* [Task to carry out] Across the entries below, how many lines contain the word "ქუჩა"? Give the number alone.

* [Task input]
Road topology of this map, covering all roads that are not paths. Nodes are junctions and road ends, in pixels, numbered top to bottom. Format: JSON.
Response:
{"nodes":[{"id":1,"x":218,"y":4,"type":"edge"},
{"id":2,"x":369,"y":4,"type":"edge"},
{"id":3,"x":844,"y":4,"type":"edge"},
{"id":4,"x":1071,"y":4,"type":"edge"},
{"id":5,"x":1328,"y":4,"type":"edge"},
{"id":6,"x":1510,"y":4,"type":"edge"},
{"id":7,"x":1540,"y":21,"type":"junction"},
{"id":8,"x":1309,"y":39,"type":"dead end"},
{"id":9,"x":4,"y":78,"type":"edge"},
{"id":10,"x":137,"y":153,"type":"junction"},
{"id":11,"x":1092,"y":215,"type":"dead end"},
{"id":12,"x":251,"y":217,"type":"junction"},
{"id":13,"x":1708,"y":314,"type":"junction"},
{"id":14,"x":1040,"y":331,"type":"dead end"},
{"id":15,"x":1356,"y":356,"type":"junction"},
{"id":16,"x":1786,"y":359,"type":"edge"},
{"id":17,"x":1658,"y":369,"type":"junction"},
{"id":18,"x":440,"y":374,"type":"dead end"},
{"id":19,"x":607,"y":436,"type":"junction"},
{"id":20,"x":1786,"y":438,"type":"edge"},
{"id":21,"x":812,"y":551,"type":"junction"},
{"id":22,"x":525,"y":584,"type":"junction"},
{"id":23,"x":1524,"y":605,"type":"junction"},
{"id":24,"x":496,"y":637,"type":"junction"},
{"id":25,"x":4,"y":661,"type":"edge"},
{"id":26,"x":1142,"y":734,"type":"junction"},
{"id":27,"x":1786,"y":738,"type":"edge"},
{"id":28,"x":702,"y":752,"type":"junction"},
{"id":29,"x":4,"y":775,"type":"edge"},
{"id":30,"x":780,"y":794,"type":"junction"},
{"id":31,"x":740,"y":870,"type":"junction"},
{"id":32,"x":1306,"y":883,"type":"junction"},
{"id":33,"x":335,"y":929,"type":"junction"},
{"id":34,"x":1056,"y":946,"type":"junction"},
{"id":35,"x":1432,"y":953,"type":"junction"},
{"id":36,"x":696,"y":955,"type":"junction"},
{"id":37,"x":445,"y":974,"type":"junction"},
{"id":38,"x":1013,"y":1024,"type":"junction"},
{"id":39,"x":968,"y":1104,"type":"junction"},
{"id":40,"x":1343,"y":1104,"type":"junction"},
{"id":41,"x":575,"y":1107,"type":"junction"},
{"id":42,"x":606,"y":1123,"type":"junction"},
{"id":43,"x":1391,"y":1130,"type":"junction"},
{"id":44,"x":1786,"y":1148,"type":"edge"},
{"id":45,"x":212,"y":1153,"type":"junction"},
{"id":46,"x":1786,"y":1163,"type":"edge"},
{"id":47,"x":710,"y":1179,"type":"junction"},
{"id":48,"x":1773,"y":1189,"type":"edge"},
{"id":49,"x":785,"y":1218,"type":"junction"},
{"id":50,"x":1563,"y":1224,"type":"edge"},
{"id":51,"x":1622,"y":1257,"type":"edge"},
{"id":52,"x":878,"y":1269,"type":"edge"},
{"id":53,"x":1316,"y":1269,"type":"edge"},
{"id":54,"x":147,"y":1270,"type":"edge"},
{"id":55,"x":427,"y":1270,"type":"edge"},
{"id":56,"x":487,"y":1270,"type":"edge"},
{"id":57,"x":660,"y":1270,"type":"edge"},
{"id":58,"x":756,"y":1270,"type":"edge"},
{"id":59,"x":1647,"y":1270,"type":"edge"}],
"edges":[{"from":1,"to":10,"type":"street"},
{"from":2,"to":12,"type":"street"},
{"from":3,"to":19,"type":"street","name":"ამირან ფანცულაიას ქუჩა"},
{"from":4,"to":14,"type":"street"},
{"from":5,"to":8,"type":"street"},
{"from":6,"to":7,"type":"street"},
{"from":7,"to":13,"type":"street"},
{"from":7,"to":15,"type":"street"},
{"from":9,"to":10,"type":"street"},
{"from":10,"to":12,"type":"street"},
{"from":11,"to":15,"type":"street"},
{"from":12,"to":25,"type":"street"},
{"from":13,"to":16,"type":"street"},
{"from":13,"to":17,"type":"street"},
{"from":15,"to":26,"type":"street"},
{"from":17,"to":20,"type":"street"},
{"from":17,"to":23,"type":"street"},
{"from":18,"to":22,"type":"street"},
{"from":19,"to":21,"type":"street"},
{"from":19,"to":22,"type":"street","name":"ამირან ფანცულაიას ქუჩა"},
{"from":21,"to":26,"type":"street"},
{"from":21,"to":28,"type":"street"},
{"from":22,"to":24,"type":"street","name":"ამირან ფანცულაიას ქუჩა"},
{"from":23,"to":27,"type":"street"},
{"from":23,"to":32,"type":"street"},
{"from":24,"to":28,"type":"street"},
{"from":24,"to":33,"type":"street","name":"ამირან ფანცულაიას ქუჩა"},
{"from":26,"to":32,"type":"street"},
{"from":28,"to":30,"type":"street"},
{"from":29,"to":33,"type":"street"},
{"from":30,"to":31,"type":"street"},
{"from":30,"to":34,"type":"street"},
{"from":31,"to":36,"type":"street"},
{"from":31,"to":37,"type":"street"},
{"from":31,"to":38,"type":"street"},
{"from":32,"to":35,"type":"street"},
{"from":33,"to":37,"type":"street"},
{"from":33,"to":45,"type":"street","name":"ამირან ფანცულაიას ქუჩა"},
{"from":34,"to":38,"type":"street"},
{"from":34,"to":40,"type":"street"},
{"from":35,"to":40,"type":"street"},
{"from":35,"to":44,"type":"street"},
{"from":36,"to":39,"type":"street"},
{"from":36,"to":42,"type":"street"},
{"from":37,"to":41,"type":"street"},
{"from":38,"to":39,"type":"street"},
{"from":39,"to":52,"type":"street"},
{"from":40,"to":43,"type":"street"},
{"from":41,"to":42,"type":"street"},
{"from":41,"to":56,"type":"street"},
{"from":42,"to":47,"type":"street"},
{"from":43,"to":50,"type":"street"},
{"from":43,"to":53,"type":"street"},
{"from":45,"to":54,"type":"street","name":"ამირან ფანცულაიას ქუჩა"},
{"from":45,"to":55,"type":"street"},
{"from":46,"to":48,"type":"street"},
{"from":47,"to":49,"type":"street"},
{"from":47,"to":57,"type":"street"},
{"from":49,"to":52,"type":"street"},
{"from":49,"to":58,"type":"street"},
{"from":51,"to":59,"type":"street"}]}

* [Task output] 6